電験三種 H30年 電力 問11 問題と解説

 問 題     

地中送電線路に使用される各種電力ケーブルに関する記述として、誤っているものを次の(1)~(5)のうちから一つ選べ。

  1. OFケーブルは、絶縁体として絶縁紙と絶縁油を組み合わせた油浸紙絶縁ケーブルであり、油通路が不要であるという特徴がある。給油設備を用いて絶縁油に大気圧以上の油圧を加えることでボイドの発生を抑制して絶縁強度を確保している。
  2. POFケーブルは、油浸紙絶縁の線心3条をあらかじめ布設された防食鋼管内に引き入れた後に、絶縁油を高い油圧で充てんしたケーブルである。地盤沈下や外傷に対する強度に優れ、電磁遮蔽効果が高いという特徴がある。
  3. CVケーブルは、絶縁体に架橋ポリエチレンを使用したケーブルであり、OFケーブルと比較して絶縁体の誘電率、熱抵抗率が小さく、常時導体最高許容温度が高いため、送電容量の面で有利である。
  4. CVTケーブルは、ビニルシースを施した単心CVケーブル3条をより合わせたトリプレックス形CVケーブルであり、3心共通シース形CVケーブルと比較してケーブルの熱抵抗が小さいため電流容量を大きくできるとともに、ケーブルの接続作業性がよい。
  5. OFケーブルやPOFケーブルは、油圧の常時監視によって金属シースや鋼管の欠陥、外傷などに起因する漏油を検知できるので、油圧の異常低下による絶縁破壊事故の未然防止を図ることができる。

 

 

 

 

 

正解 (1)

 解 説    

正解を先に示すと、(1)の「油通路が不要」が誤りで、実際にはOFケーブルには油通路が必要です。

地中送電線路に使用される各種電力ケーブルの特徴を押さえておくことは重要ですが、OFケーブルに油通路があるかないかという知識がそこまで重要事項には思えないので…個人的には、この問題の難易度は高いと思います。

一方で、この部分以外の記述である

  • 絶縁体として絶縁紙と絶縁油を組み合わせた油浸紙絶縁ケーブル
  • 絶縁油に大気圧以上の油圧を加えることでボイドの発生を抑制して絶縁強度を確保している

というのはぜひ押さえておきたい特徴です。
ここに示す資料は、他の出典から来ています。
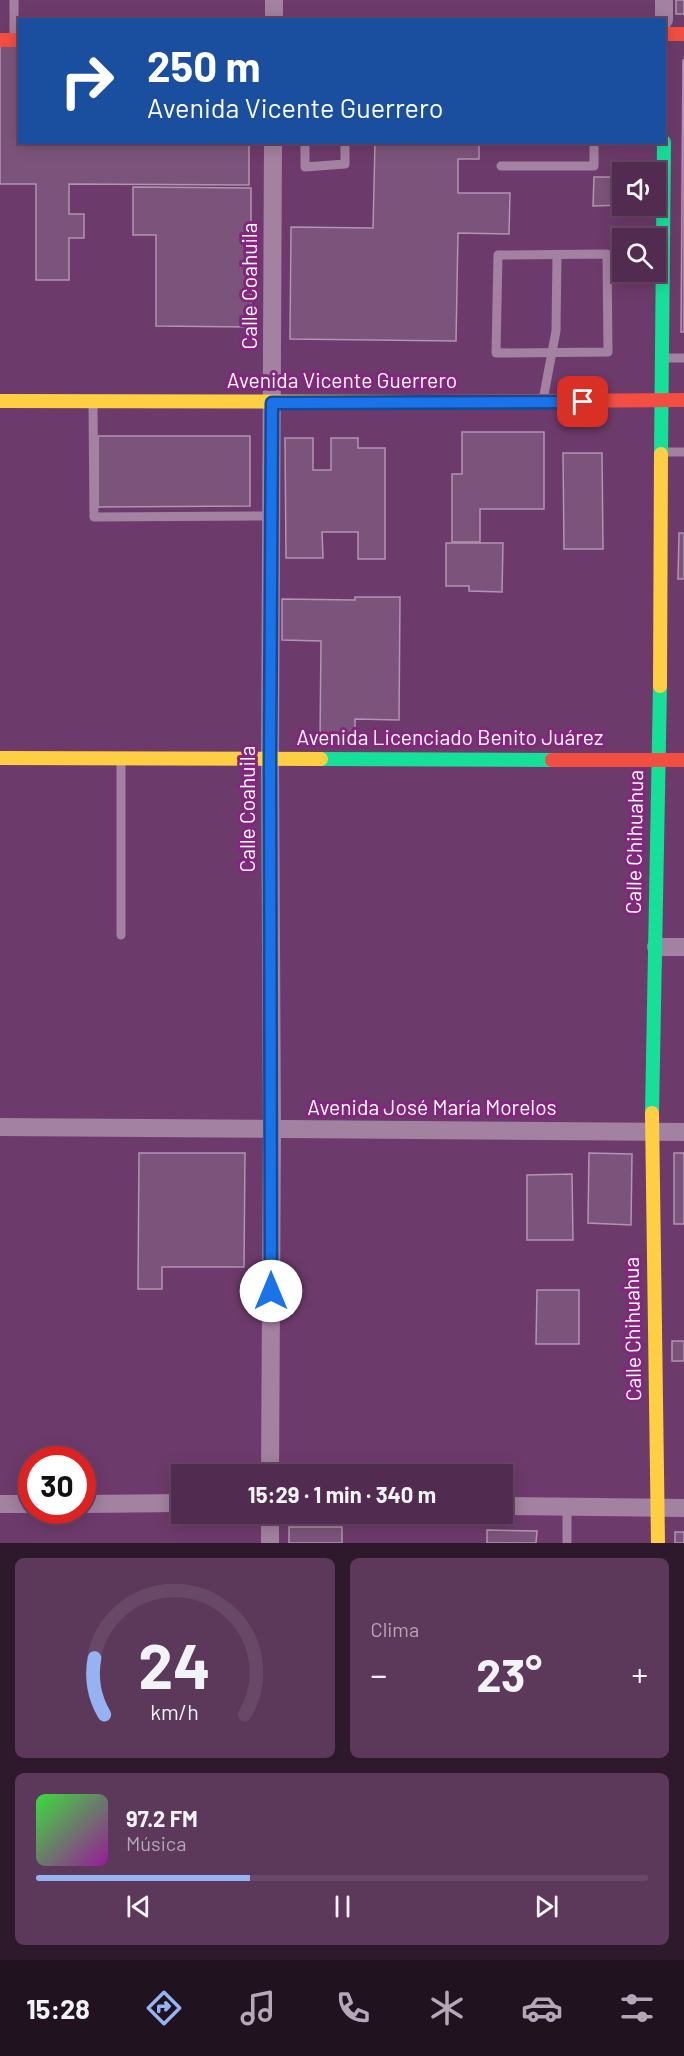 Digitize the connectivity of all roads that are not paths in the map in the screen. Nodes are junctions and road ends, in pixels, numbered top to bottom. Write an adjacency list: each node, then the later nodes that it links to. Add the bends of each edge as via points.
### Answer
1 (14, 0): 8 (lane)
2 (274, 0): 4 (street)
3 (664, 0): 5 (street)
4 (274, 18)
5 (664, 18)
6 (666, 34): 7 (street)
7 (684, 34)
8 (11, 40)
9 (273, 144): 24 (street, Calle Coahuila)
10 (305, 144): 11 (lane, via 305,167 345,164)
11 (345, 144)
12 (594, 144): 14 (lane, via 594,166)
13 (664, 144): 17 (street, Calle Chihuahua)
14 (501, 166)
15 (557, 255): 16 (lane); 16 (lane, via 607,254 608,352); 16 (lane, via 498,255 496,353)
16 (552, 352): 23 (lane)
17 (663, 358): 18 (lane); 22 (street, Calle Chihuahua)
18 (684, 358)
19 (684, 400): 22 (street, Avenida Vicente Guerrero)
20 (0, 401): 21 (street, Avenida Vicente Guerrero)
21 (93, 401): 24 (street, Avenida Vicente Guerrero); 27 (lane, via 94,517)
22 (663, 401): 23 (street, Avenida Vicente Guerrero); 25 (street, Calle Chihuahua)
23 (543, 402): 24 (street, Avenida Vicente Guerrero)
24 (272, 403): 27 (street, Calle Coahuila)
25 (662, 452): 26 (lane); 31 (street, Calle Chihuahua)
26 (684, 452)
27 (271, 516): 30 (street, Calle Coahuila)
28 (0, 758): 29 (street, Avenida Licenciado Benito Juárez)
29 (121, 759): 30 (street, Avenida Licenciado Benito Juárez); 33 (lane)
30 (270, 759): 31 (street, Avenida Licenciado Benito Juárez); 37 (street, Calle Coahuila)
31 (659, 760): 32 (street, Avenida Licenciado Benito Juárez); 34 (street, Calle Chihuahua)
32 (684, 760)
33 (121, 935)
34 (656, 947): 35 (street); 38 (street, Calle Chihuahua)
35 (684, 947)
36 (0, 1127): 37 (street, Avenida José María Morelos)
37 (272, 1130): 38 (street, Avenida José María Morelos); 40 (street, Calle Coahuila)
38 (652, 1132): 39 (street, Avenida José María Morelos); 47 (street, Calle Chihuahua)
39 (684, 1132)
40 (270, 1464)
41 (171, 1503): 44 (street)
42 (0, 1504): 43 (street)
43 (18, 1504)
44 (96, 1504)
45 (513, 1506): 46 (street)
46 (567, 1507): 47 (street); 51 (lane)
47 (658, 1508): 48 (street); 52 (street, Calle Chihuahua)
48 (684, 1508)
49 (270, 1524): 50 (street)
50 (270, 1543)
51 (567, 1543)
52 (658, 1543) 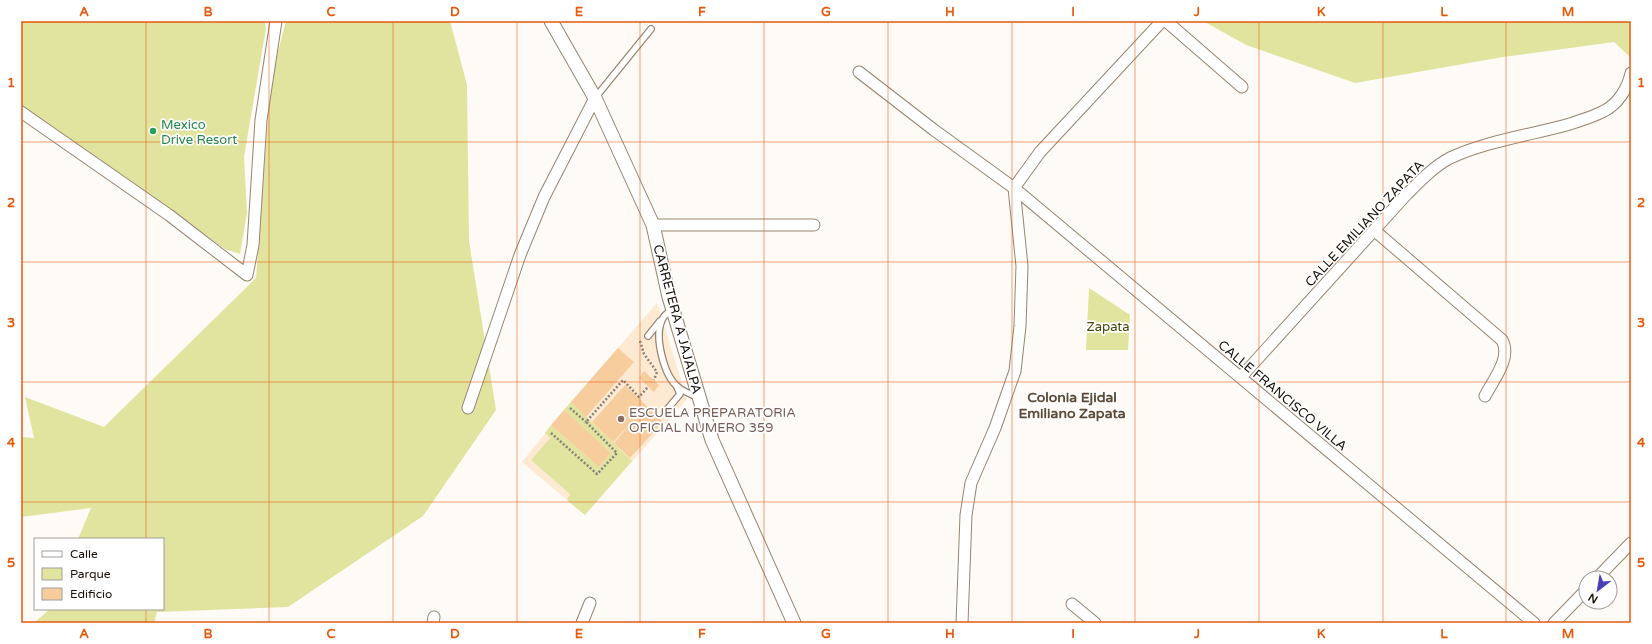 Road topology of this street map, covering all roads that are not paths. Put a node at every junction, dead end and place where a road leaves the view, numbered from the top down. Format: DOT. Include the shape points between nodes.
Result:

ただし、これらは正しく書かれているため、この知識を知っていても正解を選べないというのが、もどかしいところです。

ちなみに、OFケーブルやPOFケーブルの「O」はOil(油)のことなので、油通路が必要です。一方、CVケーブルやCVTケーブルの「V」はVinyl(ビニル)のことなので、油通路が不要です。強いていえば、このように考えると(1)が誤りであると判断しやすいかもしれません。

また、選択肢(2)~(5)には各種電力ケーブルの特徴がしっかりまとまっているため、併せて確認しておいてください。